Which lines in the records below contain the word "bubble"? Copy each one.
--- Dataset records Enclosed Below ---
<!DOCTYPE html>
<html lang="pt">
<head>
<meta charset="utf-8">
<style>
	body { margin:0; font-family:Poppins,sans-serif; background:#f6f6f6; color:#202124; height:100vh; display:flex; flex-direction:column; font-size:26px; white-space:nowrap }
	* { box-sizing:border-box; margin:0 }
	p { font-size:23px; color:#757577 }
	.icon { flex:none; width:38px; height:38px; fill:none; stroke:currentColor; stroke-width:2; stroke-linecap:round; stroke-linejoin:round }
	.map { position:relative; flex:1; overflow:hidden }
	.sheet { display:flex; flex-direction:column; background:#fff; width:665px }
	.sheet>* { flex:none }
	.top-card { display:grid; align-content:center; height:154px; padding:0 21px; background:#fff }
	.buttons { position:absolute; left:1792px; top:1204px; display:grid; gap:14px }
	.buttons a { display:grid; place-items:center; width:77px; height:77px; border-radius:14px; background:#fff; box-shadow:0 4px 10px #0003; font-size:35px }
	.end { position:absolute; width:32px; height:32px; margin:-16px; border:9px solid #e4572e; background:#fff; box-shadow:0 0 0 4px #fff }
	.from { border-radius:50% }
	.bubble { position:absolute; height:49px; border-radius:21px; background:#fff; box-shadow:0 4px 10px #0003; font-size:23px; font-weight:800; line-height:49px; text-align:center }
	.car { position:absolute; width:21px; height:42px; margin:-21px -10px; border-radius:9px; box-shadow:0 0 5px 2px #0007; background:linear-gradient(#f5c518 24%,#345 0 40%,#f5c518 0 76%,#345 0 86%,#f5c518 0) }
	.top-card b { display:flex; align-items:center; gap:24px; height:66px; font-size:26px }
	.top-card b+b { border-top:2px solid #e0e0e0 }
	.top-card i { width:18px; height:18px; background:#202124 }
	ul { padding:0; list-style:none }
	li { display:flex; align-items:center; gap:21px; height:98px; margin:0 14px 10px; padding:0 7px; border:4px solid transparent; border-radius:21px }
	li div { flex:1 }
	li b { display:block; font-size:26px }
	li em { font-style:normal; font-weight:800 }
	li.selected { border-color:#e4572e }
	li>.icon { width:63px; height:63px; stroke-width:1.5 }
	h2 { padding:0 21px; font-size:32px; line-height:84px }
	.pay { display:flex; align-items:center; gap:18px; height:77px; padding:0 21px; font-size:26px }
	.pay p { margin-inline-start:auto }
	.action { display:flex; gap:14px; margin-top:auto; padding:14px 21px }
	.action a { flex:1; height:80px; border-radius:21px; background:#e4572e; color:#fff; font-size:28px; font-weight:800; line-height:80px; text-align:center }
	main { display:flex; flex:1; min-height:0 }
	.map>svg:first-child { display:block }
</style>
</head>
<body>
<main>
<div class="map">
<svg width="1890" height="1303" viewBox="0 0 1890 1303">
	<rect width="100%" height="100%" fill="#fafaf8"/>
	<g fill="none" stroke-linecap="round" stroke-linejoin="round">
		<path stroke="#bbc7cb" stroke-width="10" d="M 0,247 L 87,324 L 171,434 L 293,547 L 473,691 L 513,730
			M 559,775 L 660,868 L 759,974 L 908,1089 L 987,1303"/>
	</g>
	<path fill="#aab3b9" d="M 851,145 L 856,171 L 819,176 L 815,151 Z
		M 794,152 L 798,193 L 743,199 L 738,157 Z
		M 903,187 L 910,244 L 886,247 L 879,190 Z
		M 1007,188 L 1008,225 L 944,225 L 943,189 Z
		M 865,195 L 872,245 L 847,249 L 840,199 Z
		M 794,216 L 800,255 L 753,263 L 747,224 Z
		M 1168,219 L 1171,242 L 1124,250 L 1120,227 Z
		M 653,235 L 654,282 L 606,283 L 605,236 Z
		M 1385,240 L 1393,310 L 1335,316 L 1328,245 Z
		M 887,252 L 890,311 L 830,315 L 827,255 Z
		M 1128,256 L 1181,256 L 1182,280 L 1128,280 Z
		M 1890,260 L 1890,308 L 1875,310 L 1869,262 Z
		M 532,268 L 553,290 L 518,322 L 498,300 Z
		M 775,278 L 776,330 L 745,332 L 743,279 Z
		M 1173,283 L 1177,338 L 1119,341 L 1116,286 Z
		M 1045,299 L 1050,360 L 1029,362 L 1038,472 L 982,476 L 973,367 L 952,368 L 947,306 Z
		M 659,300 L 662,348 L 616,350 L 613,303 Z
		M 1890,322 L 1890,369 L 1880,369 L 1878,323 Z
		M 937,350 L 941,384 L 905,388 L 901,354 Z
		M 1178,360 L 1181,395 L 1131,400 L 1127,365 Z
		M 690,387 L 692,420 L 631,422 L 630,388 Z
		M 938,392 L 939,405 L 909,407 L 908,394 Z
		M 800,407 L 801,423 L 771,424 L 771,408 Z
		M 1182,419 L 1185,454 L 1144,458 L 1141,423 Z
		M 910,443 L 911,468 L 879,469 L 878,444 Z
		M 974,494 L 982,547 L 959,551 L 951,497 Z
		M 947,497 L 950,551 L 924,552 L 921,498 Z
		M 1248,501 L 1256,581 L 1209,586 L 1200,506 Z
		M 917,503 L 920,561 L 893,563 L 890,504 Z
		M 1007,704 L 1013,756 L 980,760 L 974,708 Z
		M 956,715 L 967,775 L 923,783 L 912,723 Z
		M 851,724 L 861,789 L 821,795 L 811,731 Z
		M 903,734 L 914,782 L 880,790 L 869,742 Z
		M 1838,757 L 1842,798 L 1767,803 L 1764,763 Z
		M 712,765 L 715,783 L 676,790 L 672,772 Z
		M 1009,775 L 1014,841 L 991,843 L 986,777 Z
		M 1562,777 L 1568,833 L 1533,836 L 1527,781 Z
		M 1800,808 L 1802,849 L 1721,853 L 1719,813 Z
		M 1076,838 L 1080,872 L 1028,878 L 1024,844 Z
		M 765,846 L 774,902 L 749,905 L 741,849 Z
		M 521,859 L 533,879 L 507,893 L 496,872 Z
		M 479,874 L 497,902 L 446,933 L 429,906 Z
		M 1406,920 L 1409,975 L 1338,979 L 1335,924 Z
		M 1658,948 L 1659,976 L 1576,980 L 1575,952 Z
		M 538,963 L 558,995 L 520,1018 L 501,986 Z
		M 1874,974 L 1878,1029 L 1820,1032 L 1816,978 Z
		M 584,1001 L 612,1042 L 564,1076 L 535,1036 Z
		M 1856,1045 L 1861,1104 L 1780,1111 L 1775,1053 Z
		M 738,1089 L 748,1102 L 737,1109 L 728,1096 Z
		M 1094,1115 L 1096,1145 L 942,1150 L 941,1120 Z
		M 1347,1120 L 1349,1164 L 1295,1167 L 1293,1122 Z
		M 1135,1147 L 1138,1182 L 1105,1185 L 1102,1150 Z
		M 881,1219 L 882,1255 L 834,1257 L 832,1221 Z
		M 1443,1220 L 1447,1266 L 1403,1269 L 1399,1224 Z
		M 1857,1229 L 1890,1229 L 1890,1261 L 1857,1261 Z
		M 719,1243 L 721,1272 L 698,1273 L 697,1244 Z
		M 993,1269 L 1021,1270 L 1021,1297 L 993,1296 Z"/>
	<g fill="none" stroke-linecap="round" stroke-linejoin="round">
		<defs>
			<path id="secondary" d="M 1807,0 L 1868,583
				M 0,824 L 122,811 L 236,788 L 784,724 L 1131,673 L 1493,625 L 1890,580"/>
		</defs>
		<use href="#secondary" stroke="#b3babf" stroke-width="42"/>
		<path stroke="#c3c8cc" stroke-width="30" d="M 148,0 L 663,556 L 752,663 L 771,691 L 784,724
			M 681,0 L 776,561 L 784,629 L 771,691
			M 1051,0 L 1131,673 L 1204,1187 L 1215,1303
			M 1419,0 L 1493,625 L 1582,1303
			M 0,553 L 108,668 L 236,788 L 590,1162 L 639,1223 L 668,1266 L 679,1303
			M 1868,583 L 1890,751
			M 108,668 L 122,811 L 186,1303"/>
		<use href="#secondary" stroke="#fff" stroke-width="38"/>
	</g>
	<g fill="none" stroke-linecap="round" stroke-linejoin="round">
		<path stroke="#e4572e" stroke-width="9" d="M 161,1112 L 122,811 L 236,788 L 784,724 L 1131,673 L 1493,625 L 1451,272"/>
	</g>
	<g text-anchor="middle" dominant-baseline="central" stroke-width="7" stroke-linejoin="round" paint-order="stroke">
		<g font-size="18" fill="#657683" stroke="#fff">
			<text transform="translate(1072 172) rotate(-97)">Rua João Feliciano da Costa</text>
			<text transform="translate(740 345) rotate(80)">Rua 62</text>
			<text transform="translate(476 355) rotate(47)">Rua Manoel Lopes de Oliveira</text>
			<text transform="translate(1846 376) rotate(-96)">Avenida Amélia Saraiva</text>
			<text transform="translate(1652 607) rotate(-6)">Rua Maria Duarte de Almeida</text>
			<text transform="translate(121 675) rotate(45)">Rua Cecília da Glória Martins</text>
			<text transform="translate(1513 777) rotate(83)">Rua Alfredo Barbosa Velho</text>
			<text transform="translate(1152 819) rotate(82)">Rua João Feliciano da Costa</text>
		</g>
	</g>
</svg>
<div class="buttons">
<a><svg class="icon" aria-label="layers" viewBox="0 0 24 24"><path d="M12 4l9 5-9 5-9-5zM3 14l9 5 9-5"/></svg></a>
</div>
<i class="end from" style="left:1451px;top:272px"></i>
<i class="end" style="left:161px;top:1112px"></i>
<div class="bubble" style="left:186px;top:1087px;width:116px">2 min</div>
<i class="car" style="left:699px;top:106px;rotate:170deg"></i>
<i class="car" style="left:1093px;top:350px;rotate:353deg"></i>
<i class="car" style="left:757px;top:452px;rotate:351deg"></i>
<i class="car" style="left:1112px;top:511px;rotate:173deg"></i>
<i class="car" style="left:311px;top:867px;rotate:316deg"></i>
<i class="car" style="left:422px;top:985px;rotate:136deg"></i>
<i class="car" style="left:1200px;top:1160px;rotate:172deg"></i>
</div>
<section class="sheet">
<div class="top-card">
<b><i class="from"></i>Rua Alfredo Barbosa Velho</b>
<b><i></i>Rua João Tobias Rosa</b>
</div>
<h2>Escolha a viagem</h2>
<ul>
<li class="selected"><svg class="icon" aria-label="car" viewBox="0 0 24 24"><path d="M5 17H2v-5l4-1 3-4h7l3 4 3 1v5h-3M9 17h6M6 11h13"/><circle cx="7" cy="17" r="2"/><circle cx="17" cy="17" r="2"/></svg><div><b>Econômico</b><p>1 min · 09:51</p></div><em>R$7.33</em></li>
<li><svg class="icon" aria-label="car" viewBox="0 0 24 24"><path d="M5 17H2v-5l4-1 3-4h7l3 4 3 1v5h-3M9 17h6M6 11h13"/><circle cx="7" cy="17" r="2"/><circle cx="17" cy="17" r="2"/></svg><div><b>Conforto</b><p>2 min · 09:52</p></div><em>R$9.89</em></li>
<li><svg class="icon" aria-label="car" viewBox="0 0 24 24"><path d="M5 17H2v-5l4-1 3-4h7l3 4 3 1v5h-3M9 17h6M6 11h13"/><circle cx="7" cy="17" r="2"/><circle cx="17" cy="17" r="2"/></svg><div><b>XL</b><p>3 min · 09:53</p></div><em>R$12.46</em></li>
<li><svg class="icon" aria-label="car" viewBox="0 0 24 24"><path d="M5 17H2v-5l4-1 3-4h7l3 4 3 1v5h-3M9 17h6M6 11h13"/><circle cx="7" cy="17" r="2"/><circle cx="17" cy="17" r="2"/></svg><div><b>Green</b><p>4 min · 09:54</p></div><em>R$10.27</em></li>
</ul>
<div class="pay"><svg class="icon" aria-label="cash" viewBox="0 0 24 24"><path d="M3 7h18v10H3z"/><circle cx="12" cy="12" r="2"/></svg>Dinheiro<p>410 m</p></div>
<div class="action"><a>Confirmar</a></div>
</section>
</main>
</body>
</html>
--- End of Enclosed Dataset records ---
▶ Answer
	.bubble { position:absolute; height:49px; border-radius:21px; background:#fff; box-shadow:0 4px 10px #0003; font-size:23px; font-weight:800; line-height:49px; text-align:center }
<div class="bubble" style="left:186px;top:1087px;width:116px">2 min</div>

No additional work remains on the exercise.